=== INFORMATION ===

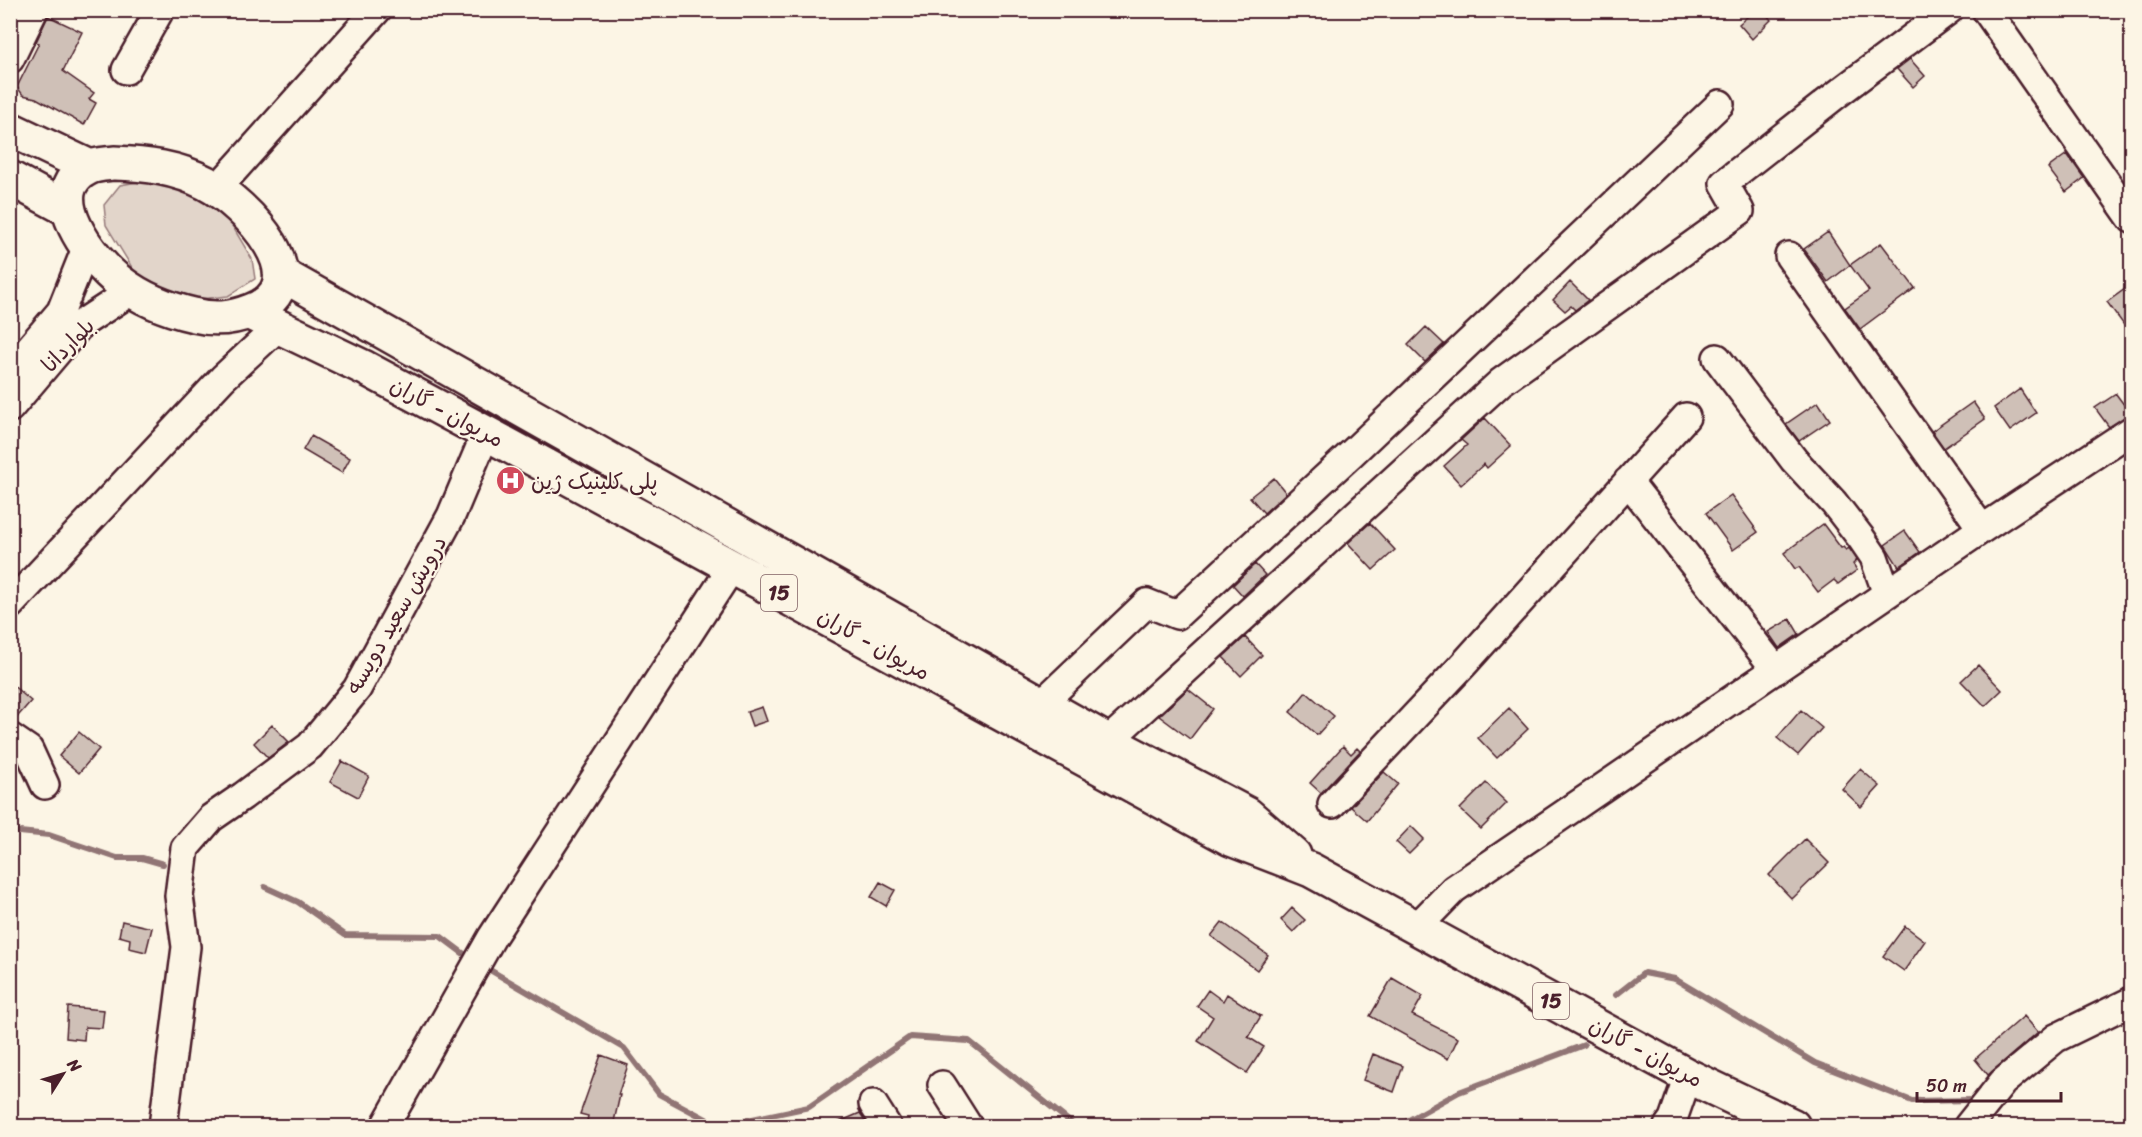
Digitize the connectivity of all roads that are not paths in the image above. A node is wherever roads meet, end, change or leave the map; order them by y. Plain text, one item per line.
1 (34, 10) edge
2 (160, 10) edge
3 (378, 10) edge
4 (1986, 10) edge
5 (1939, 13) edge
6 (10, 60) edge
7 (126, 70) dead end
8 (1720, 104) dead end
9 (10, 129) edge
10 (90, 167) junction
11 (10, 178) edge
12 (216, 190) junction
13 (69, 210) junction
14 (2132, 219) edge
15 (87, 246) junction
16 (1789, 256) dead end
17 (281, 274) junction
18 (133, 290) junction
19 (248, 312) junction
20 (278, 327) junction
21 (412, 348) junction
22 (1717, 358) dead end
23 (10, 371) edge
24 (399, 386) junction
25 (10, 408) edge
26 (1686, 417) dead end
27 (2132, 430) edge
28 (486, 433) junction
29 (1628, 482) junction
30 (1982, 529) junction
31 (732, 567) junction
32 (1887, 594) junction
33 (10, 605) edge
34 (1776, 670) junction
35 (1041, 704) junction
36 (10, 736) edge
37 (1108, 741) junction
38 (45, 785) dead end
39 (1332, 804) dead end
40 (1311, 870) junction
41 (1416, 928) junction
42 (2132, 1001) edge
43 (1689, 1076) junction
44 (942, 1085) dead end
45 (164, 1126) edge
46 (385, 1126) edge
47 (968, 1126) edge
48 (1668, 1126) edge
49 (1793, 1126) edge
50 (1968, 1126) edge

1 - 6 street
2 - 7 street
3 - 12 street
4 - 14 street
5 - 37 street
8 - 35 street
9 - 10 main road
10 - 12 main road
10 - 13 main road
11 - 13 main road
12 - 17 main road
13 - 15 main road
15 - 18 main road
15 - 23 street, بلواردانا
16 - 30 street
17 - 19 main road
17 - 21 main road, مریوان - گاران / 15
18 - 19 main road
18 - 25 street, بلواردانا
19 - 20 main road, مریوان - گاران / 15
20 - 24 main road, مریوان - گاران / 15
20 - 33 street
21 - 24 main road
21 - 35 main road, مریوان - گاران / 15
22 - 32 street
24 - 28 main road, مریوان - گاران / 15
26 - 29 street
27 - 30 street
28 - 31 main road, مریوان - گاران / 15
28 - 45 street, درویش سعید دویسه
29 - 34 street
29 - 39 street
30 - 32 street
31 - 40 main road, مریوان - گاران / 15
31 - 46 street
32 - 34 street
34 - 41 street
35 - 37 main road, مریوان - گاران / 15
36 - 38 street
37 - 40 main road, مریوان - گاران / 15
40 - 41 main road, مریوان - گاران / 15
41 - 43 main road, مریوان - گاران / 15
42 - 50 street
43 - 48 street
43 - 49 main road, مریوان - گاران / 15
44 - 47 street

===

WHAT YOU WILL DO: Could you copy each line in the listing above that includes the word "بلواردانا"?

EXPECTED ANSWER:
15 - 23 street, بلواردانا
18 - 25 street, بلواردانا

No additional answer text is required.